The healthiness of lavender milk tea is conditional. While culinary lavender has calming and antioxidant properties, the overall nutritional profile is dictated by the type of milk and amount of sweetener used. Commercial varieties often contain excess sugar.

Key Points

  • Source Matters: The healthiness of lavender milk tea is entirely dependent on its ingredients and preparation, not the lavender itself.

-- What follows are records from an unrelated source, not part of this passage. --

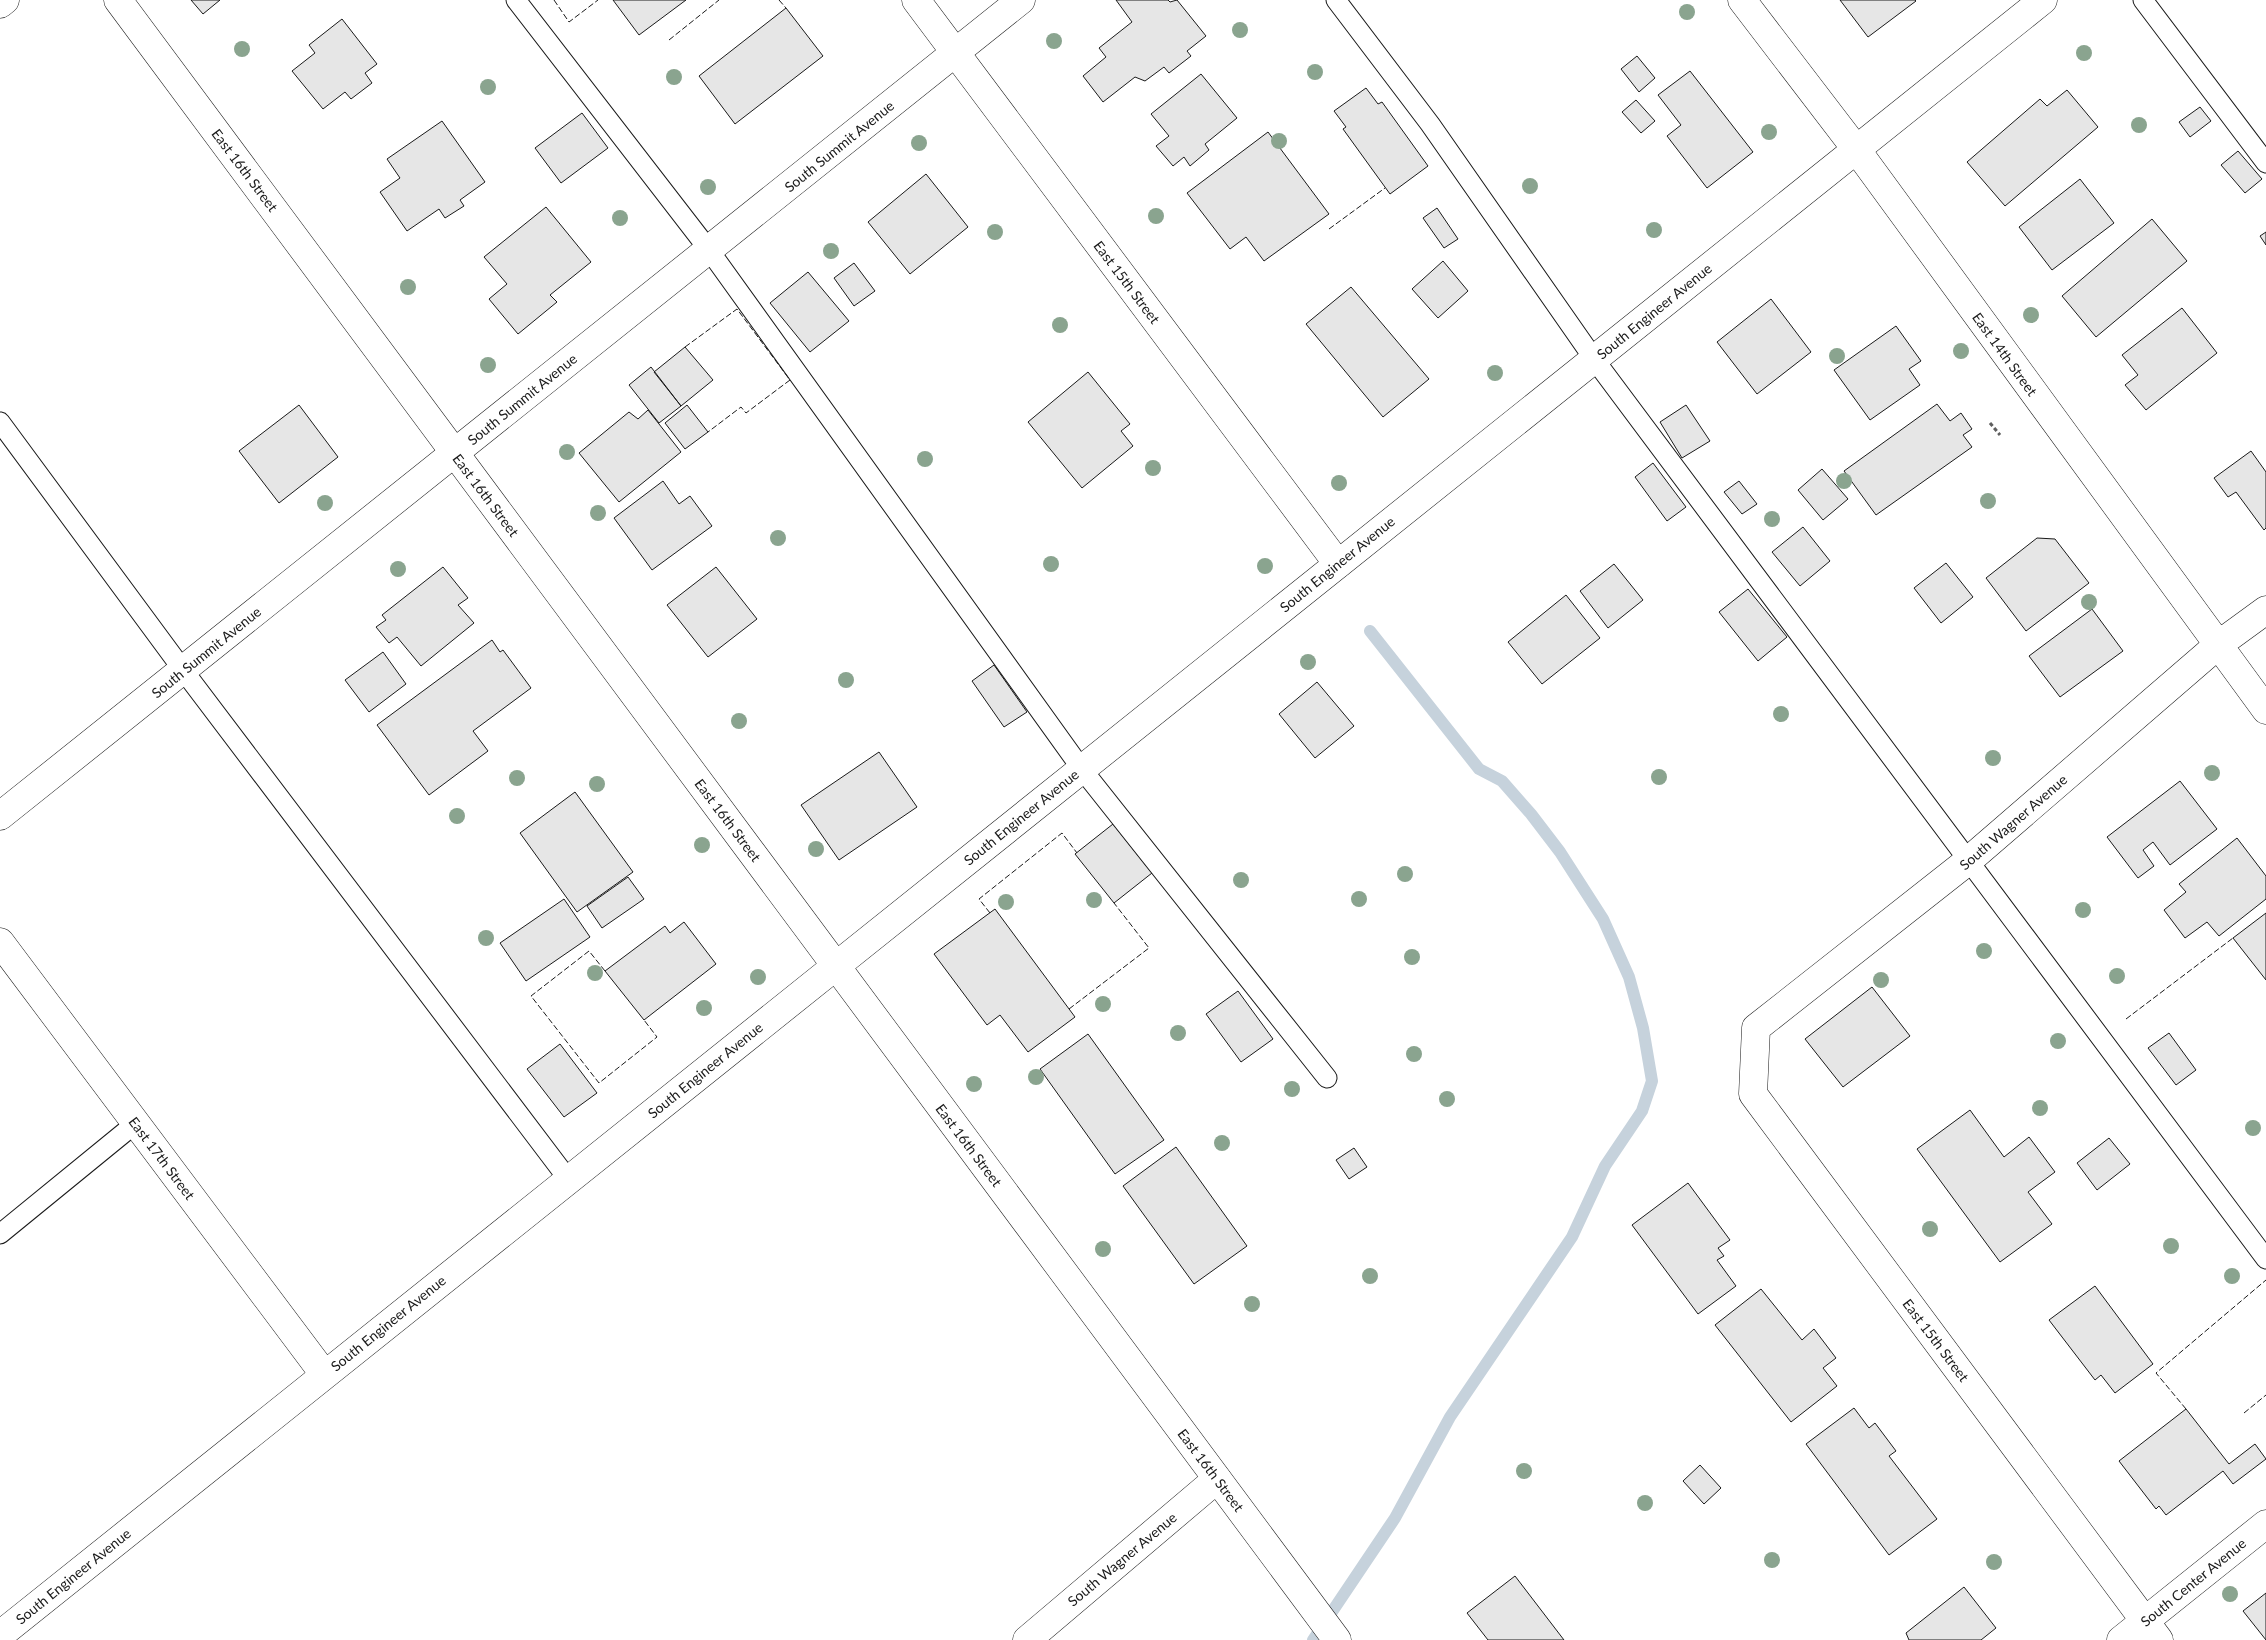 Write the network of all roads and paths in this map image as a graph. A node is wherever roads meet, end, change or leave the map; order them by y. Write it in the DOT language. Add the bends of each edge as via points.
graph roads {
  1 [pos="5,0"];
  2 [pos="118,0"];
  3 [pos="516,0"];
  4 [pos="916,0"];
  5 [pos="1021,0"];
  6 [pos="1336,0"];
  7 [pos="1742,0"];
  8 [pos="2043,0"];
  9 [pos="2143,0"];
  10 [pos="0,4"];
  11 [pos="956,53"];
  12 [pos="1856,150"];
  13 [pos="2266,164"];
  14 [pos="709,250"];
  15 [pos="1594,359"];
  16 [pos="0,422"];
  17 [pos="1990,422"];
  18 [pos="2000,435"];
  19 [pos="455,453"];
  20 [pos="1338,564"];
  21 [pos="2266,610"];
  22 [pos="2218,644"];
  23 [pos="183,670"];
  24 [pos="2266,710"];
  25 [pos="1081,768"];
  26 [pos="0,816"];
  27 [pos="1968,861"];
  28 [pos="0,942"];
  29 [pos="836,966"];
  30 [pos="1756,1028"];
  31 [pos="1327,1078"];
  32 [pos="136,1123"];
  33 [pos="568,1179"];
  34 [pos="0,1234"];
  35 [pos="2266,1259"];
  36 [pos="324,1374"];
  37 [pos="1217,1479"];
  38 [pos="2266,1524"];
  39 [pos="2152,1630"];
  40 [pos="0,1635"];
  41 [pos="1027,1640"];
  42 [pos="1337,1640"];
  43 [pos="2121,1640"];
  1 -- 10 [label="street"];
  2 -- 19 [label="street, East 16th Street"];
  3 -- 14 [label="lane"];
  4 -- 11 [label="street, East 15th Street"];
  5 -- 11 [label="street, South Summit Avenue"];
  6 -- 15 [label="lane" via="1430,124"];
  7 -- 12 [label="street, East 14th Street"];
  8 -- 12 [label="street, South Engineer Avenue"];
  9 -- 13 [label="lane"];
  11 -- 14 [label="street, South Summit Avenue"];
  11 -- 20 [label="street, East 15th Street"];
  12 -- 15 [label="street, South Engineer Avenue"];
  12 -- 22 [label="street, East 14th Street"];
  14 -- 19 [label="street, South Summit Avenue"];
  14 -- 25 [label="lane"];
  15 -- 20 [label="street, South Engineer Avenue"];
  15 -- 27 [label="lane"];
  16 -- 23 [label="lane"];
  17 -- 18 [label="path"];
  19 -- 23 [label="street, South Summit Avenue"];
  19 -- 29 [label="street, East 16th Street"];
  20 -- 25 [label="street, South Engineer Avenue"];
  21 -- 22 [label="street, South Wagner Avenue"];
  22 -- 24 [label="street, East 14th Street"];
  22 -- 27 [label="street, South Wagner Avenue"];
  23 -- 26 [label="street, South Summit Avenue"];
  23 -- 33 [label="lane"];
  25 -- 29 [label="street, South Engineer Avenue"];
  25 -- 31 [label="lane"];
  27 -- 30 [label="street, South Wagner Avenue"];
  27 -- 35 [label="lane"];
  28 -- 32 [label="street, East 17th Street"];
  29 -- 33 [label="street, South Engineer Avenue"];
  29 -- 37 [label="street, East 16th Street"];
  30 -- 39 [label="street, East 15th Street" via="1753,1094"];
  32 -- 34 [label="lane"];
  32 -- 36 [label="street, East 17th Street"];
  33 -- 36 [label="street, South Engineer Avenue"];
  36 -- 40 [label="street, South Engineer Avenue"];
  37 -- 41 [label="street, South Wagner Avenue"];
  37 -- 42 [label="street, East 16th Street"];
  38 -- 39 [label="street, South Center Avenue"];
  39 -- 43 [label="street, South Center Avenue"];
}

  • Relaxation and Sleep Aid: Culinary-grade lavender contains compounds like linalool that promote relaxation, reduce anxiety, and improve sleep quality.

  • Sweetener is a Key Factor: Commercial versions often contain high amounts of sugar, negating health benefits, while a healthy version uses minimal, natural sweeteners.

  • Homemade is Healthier: Preparing your own allows you to control sugar and choose a healthier milk, such as low-fat dairy or unsweetened plant-based options.

  • Watch for Contraindications: People who are pregnant, breastfeeding, or on sedative medication should avoid lavender milk tea, and young boys may be at risk of hormone-like effects.

  • Culinary-Grade Only: Always use culinary-grade lavender buds and avoid potentially harmful lavender essential oils or florists' varieties.

In This Article

Lavender milk tea is a popular and aromatic beverage celebrated for its unique floral taste and soothing qualities. However, many are left to wonder if this delightful drink is truly healthy. The wellness factor of this creamy infusion is not a simple yes or no; it is determined by its specific ingredients and preparation method. A homemade version with minimal sweetener and healthy milk can be a beneficial, relaxing drink, while a store-bought bubble tea often contains high levels of sugar and calories.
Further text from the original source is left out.